Influence of SCP-2b on transport of newly synthesized cholesterol to the plasma membrane in mammalian cells. (A) Assays on ZF stably expressing myc-TgSCP-2b. IFA has been performed on the transfected cells using anti-myc antibodies. Confluent ZF controls (mock transfected), transfected with TgSCP-2b, or NHFs) were pulsed with [¹⁴C]acetate for 7 min at 37°C and chased for the indicated times. Radioactive cholesterol incorporation in the plasma membrane was determined using the cholesterol oxidase assay. Results are the mean ± SD of three or four experiments and are expressed as percentage of radioactive cholestenone per 5 × 10⁶ cells. (B) Assays on COS cells transiently transfected with plasmids containing myc-tagged TgHAD-2SCP-2, HA-tagged TgSCP-2a, HA-tagged TgSCP-2b, or HA-tagged TgSCP-2bΔSRL. IFA performed on the transfected cells with the indicated constructs using anti-myc or anti-HA antibodies. The same protocol described in A was used to monitor the cholesterol transfer to the surface of control COS cells (mock transfected), COS cells expressing TgHAD-2SCP-2, TgSCP-2a, TgSCP-2b, or TgSCP-2bΔSRL. Values expressed as indicated in A are means ± SD (n = 3 or 4). *p < 0.05 and **p < 0.01.
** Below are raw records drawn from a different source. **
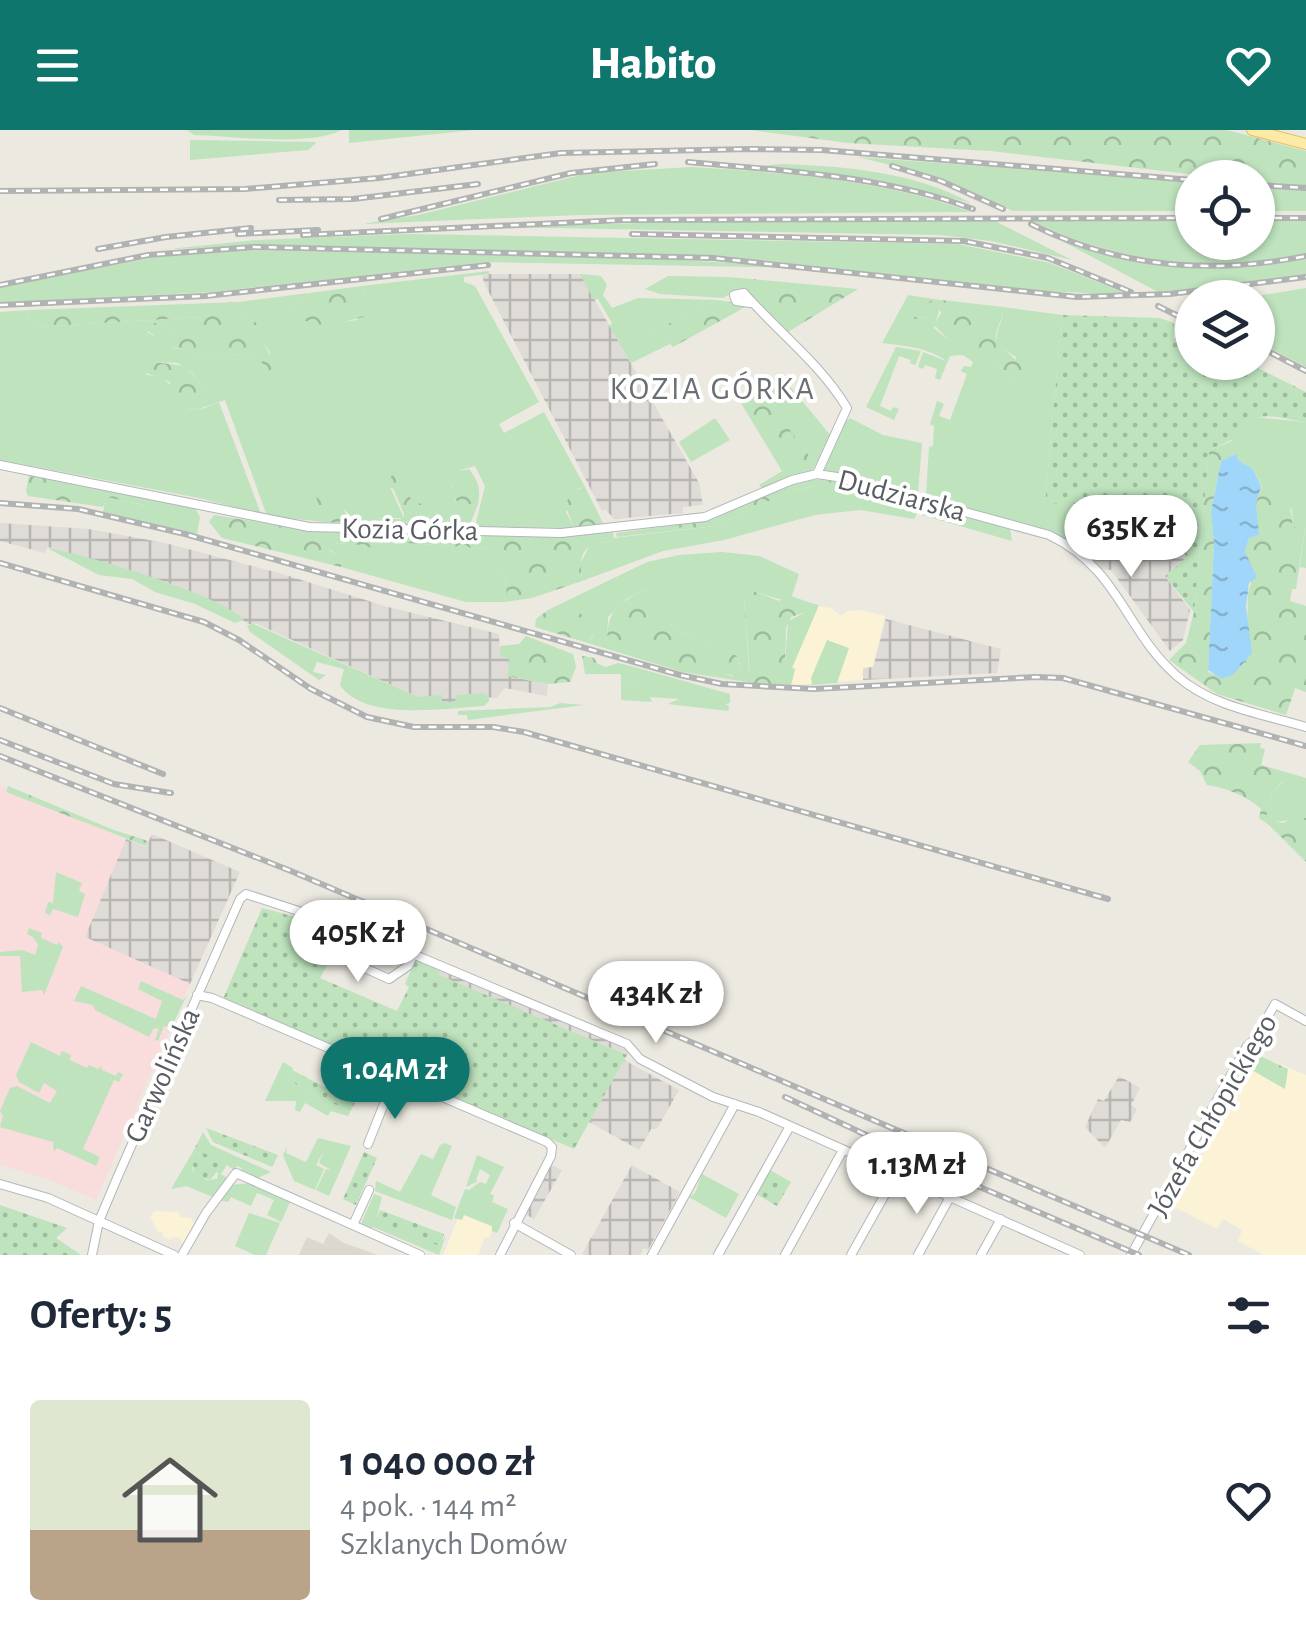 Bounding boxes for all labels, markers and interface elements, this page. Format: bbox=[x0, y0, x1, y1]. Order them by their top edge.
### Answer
icon: menu bbox=[30, 38, 85, 93]
icon: heart bbox=[1221, 38, 1276, 93]
text: Habito bbox=[590, 42, 716, 87]
map controls bbox=[1175, 160, 1275, 380]
button: locate bbox=[1175, 160, 1275, 260]
button: layers bbox=[1175, 280, 1275, 380]
district label: KOZIA GÓRKA bbox=[609, 371, 817, 405]
street label: Dudziarska bbox=[835, 465, 969, 527]
pin: 635K zł bbox=[1039, 495, 1223, 580]
text: 635K zł bbox=[1086, 511, 1176, 543]
street label: Kozia Górka bbox=[341, 514, 479, 546]
pin: 405K zł bbox=[266, 900, 450, 985]
text: 405K zł bbox=[312, 916, 404, 948]
pin: 434K zł bbox=[564, 961, 748, 1046]
text: 434K zł bbox=[610, 977, 702, 1009]
street label: Garwolińska bbox=[120, 1004, 206, 1147]
street label: Józefa Chłopickiego bbox=[1143, 1009, 1283, 1222]
pin: 1.04M zł bbox=[292, 1037, 498, 1122]
text: 1.04M zł bbox=[343, 1053, 447, 1085]
pin: 1.13M zł bbox=[814, 1132, 1020, 1217]
text: 1.13M zł bbox=[868, 1148, 966, 1180]
icon: filters bbox=[1221, 1288, 1276, 1343]
text: Oferty: 5 bbox=[30, 1294, 172, 1336]
icon: home bbox=[110, 1440, 230, 1560]
text: 1 040 000 zł bbox=[340, 1441, 535, 1483]
icon: heart bbox=[1221, 1473, 1276, 1528]
text: 4 pok. · 144 m² bbox=[340, 1490, 516, 1522]
text: Szklanych Domów bbox=[340, 1528, 567, 1560]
Role of TgHAD-2SCP-2 in lipid distribution and parasite development. (A and B) Fluorescence assays on intracellular parasite either mock transfected as control or stably transfected with HA-TgHAD-2SCP-2. Parasites were incubated with filipin (A) or Nile red (B) to assess the distribution of membrane cholesterol or lipid bodies, respectively. Arrows pinpoint lipids accumulated inside the PV. (C) Quantitative distribution of the number of Toxoplasma per PV either wild-type parasites (black) or HA-TgHAD-2SCP-2–expressing parasites (black). Parasite development was monitored at the indicated time points p.i. for two independently infected monolayers.